◆ **Work task**: Where a line of the data below has the string "paths", copy that line.

[Stored data]
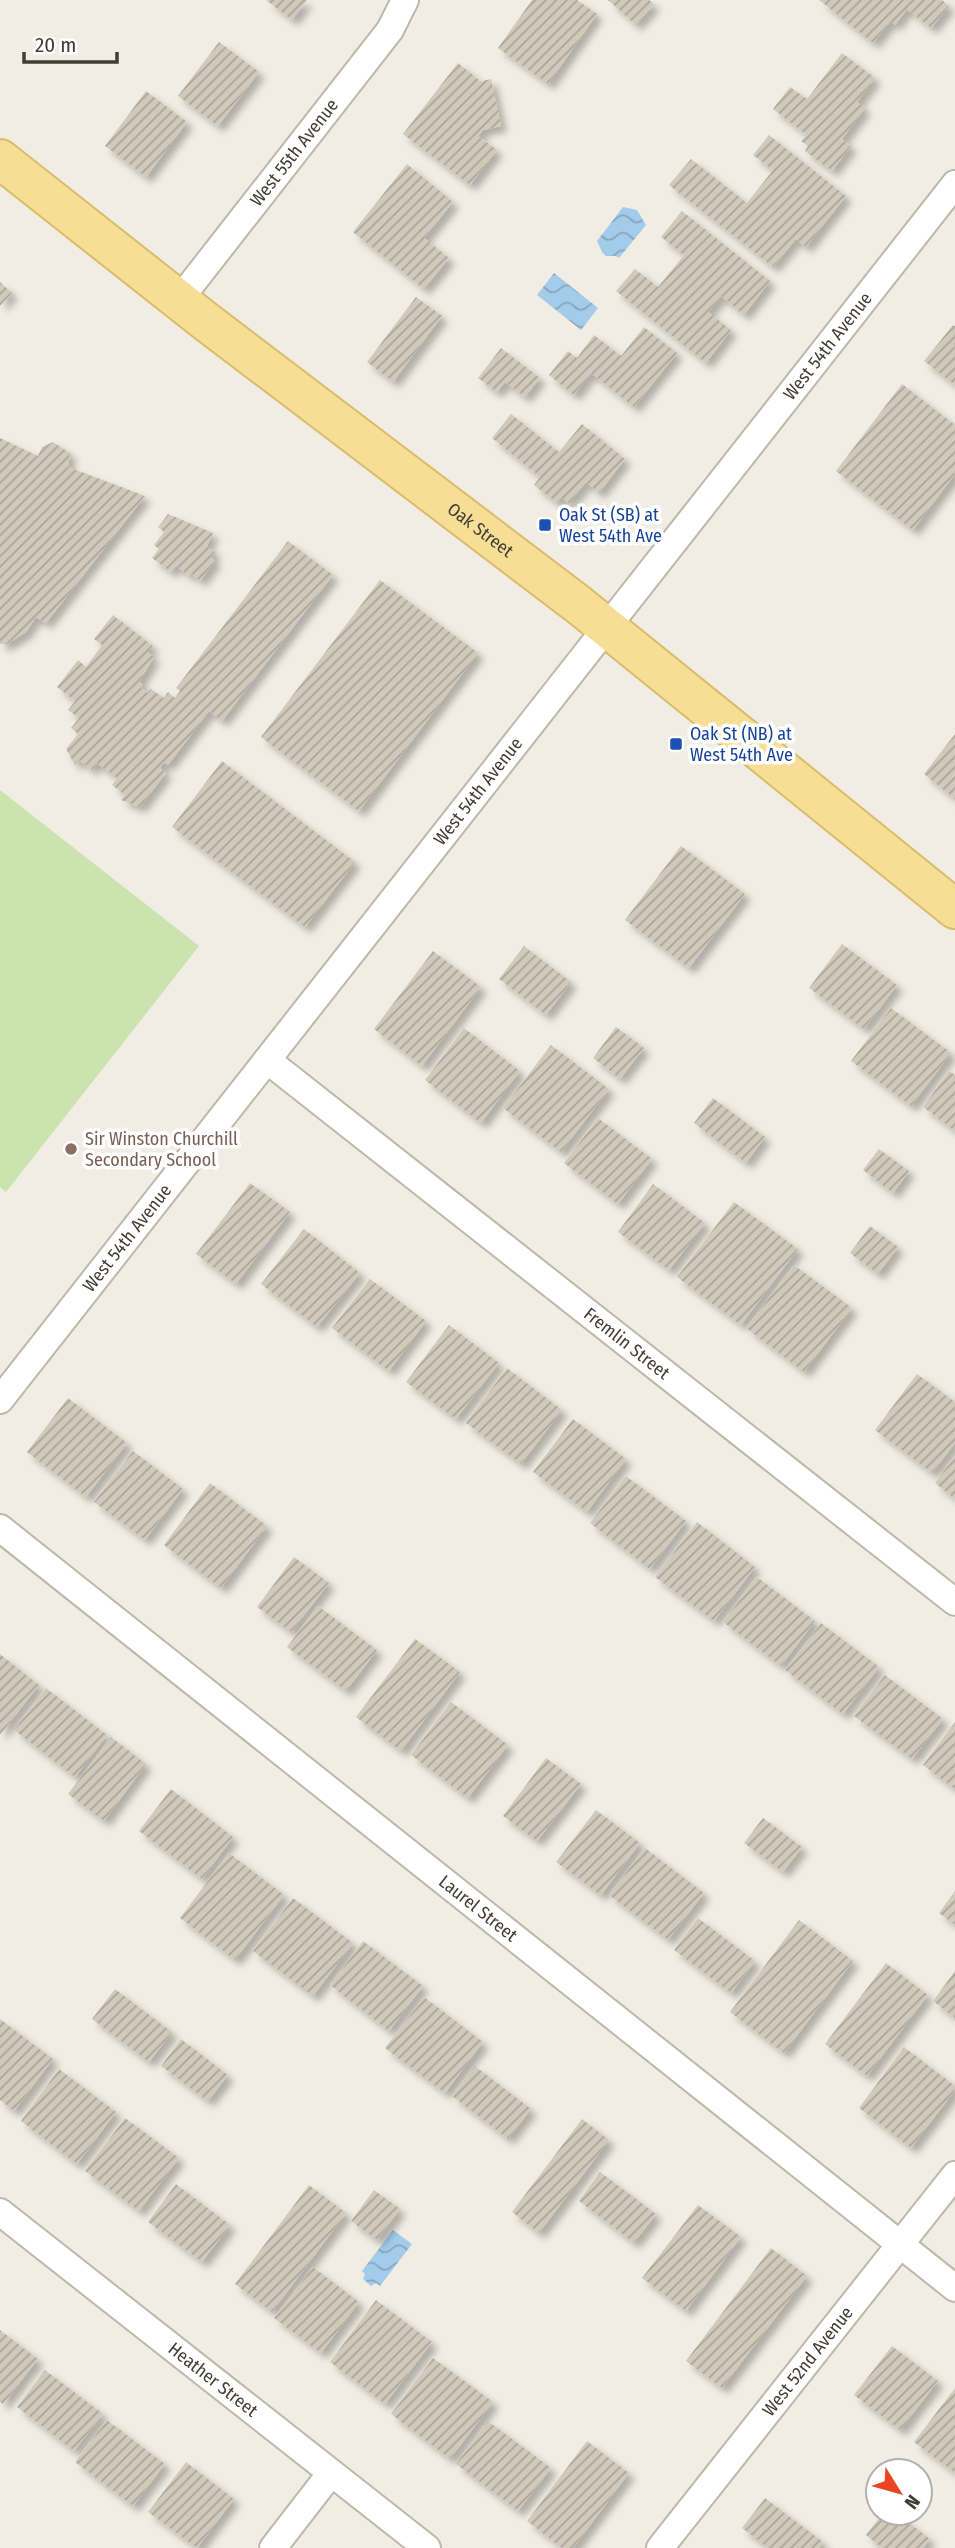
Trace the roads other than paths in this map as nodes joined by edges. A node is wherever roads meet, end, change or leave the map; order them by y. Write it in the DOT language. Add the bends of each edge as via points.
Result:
graph roads {
  1 [pos="405,0"];
  2 [pos="0,159"];
  3 [pos="955,184"];
  4 [pos="179,300"];
  5 [pos="606,627"];
  6 [pos="955,909"];
  7 [pos="267,1060"];
  8 [pos="0,1400"];
  9 [pos="0,1528"];
  10 [pos="955,1602"];
  11 [pos="955,2175"];
  12 [pos="0,2212"];
  13 [pos="900,2244"];
  14 [pos="955,2288"];
  15 [pos="331,2473"];
  16 [pos="273,2548"];
  17 [pos="427,2548"];
  18 [pos="660,2548"];
  1 -- 4 [label="street, West 55th Avenue" via="390,30"];
  2 -- 4 [label="main road, Oak Street"];
  3 -- 5 [label="street, West 54th Avenue"];
  4 -- 5 [label="main road, Oak Street"];
  5 -- 6 [label="main road, Oak Street"];
  5 -- 7 [label="street, West 54th Avenue"];
  7 -- 8 [label="street, West 54th Avenue"];
  7 -- 10 [label="street, Fremlin Street"];
  9 -- 13 [label="street, Laurel Street"];
  11 -- 13 [label="street, West 52nd Avenue"];
  12 -- 15 [label="street, Heather Street"];
  13 -- 14 [label="street, Laurel Street"];
  13 -- 18 [label="street, West 52nd Avenue"];
  15 -- 16 [label="street"];
  15 -- 17 [label="street, Heather Street"];
}
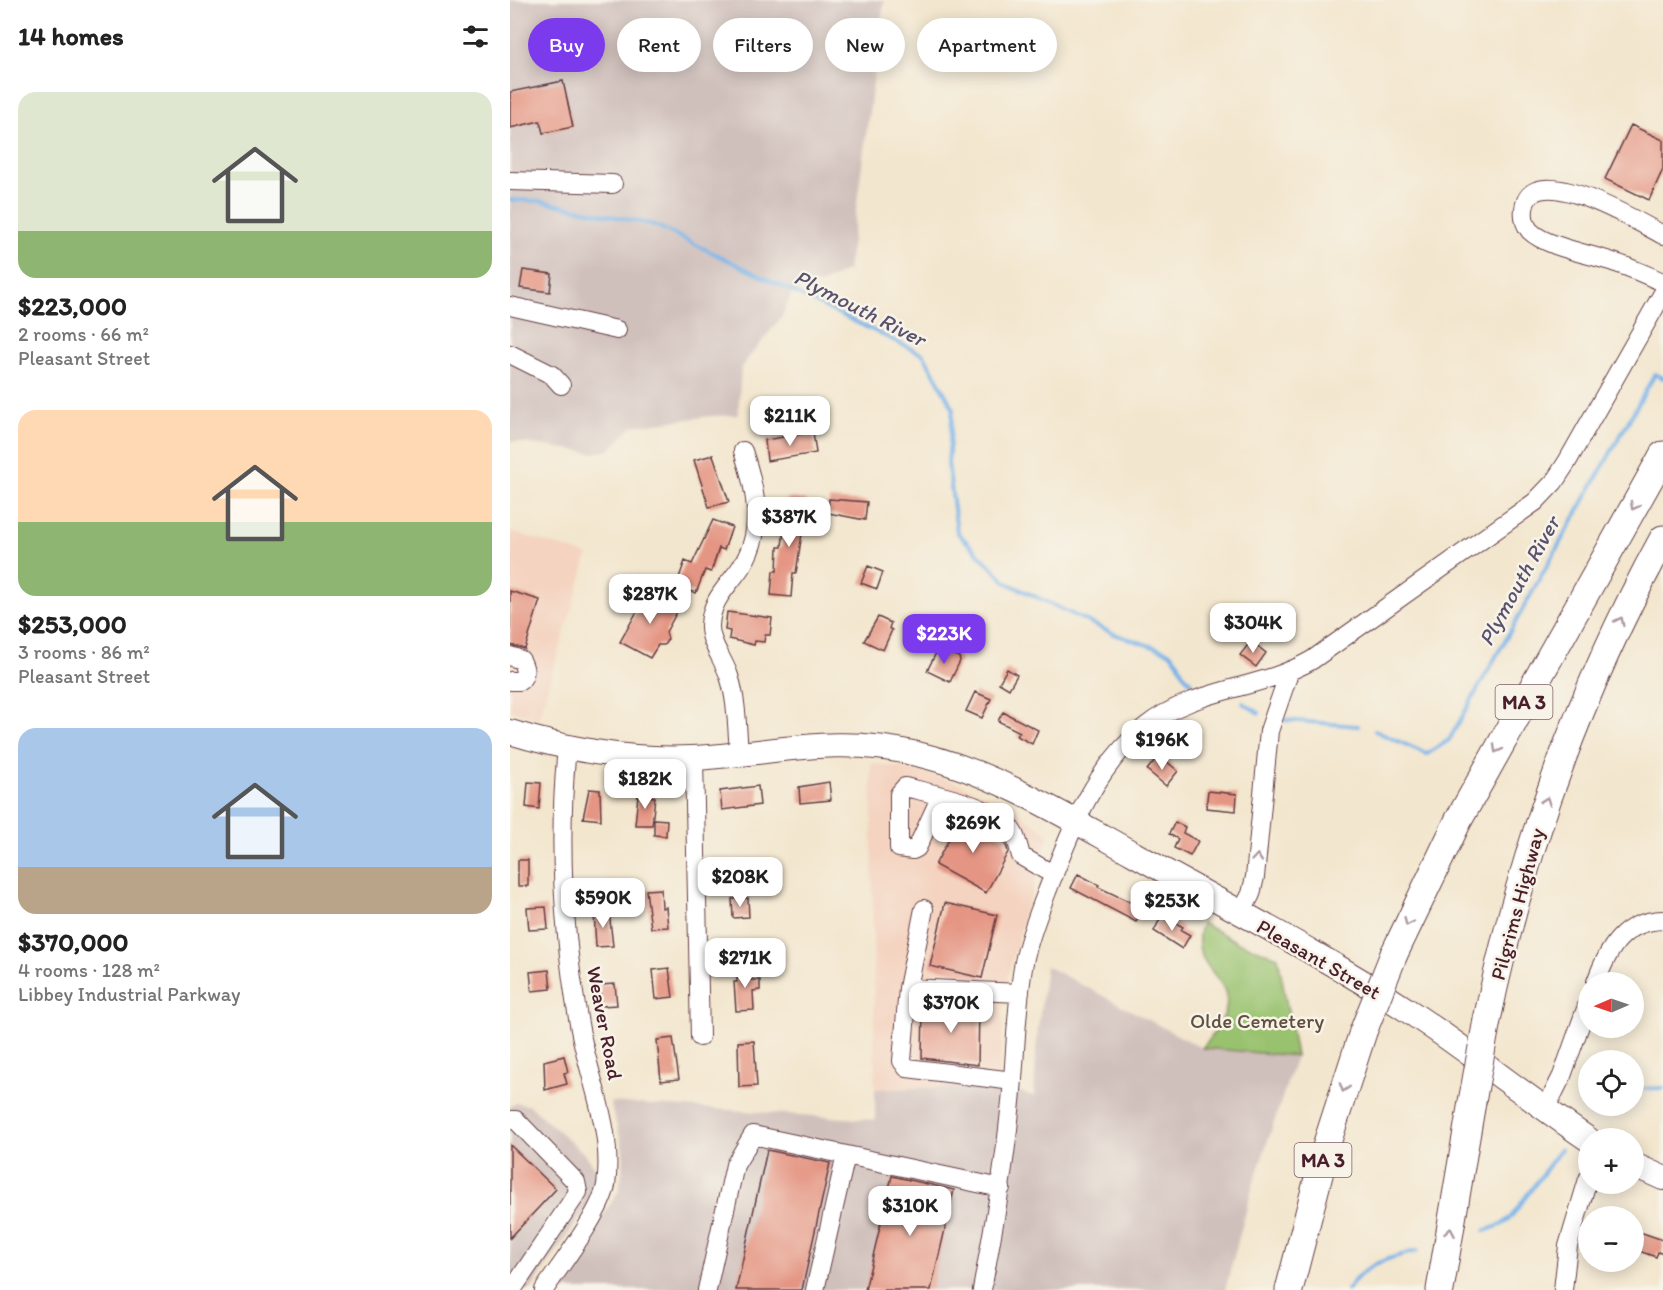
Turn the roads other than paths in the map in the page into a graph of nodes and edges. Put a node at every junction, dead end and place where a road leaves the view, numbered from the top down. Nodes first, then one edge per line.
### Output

◆ **Task answer**:
Trace the roads other than paths in this map as nodes joined by edges. A node is wherever roads meet, end, change or leave the map; order them by y. Write it in the DOT language. Add the bends of each edge as via points.
Turn the roads other than paths in the map in the page into a graph of nodes and edges. Put a node at every junction, dead end and place where a road leaves the view, numbered from the top down. Nodes first, then one edge per line.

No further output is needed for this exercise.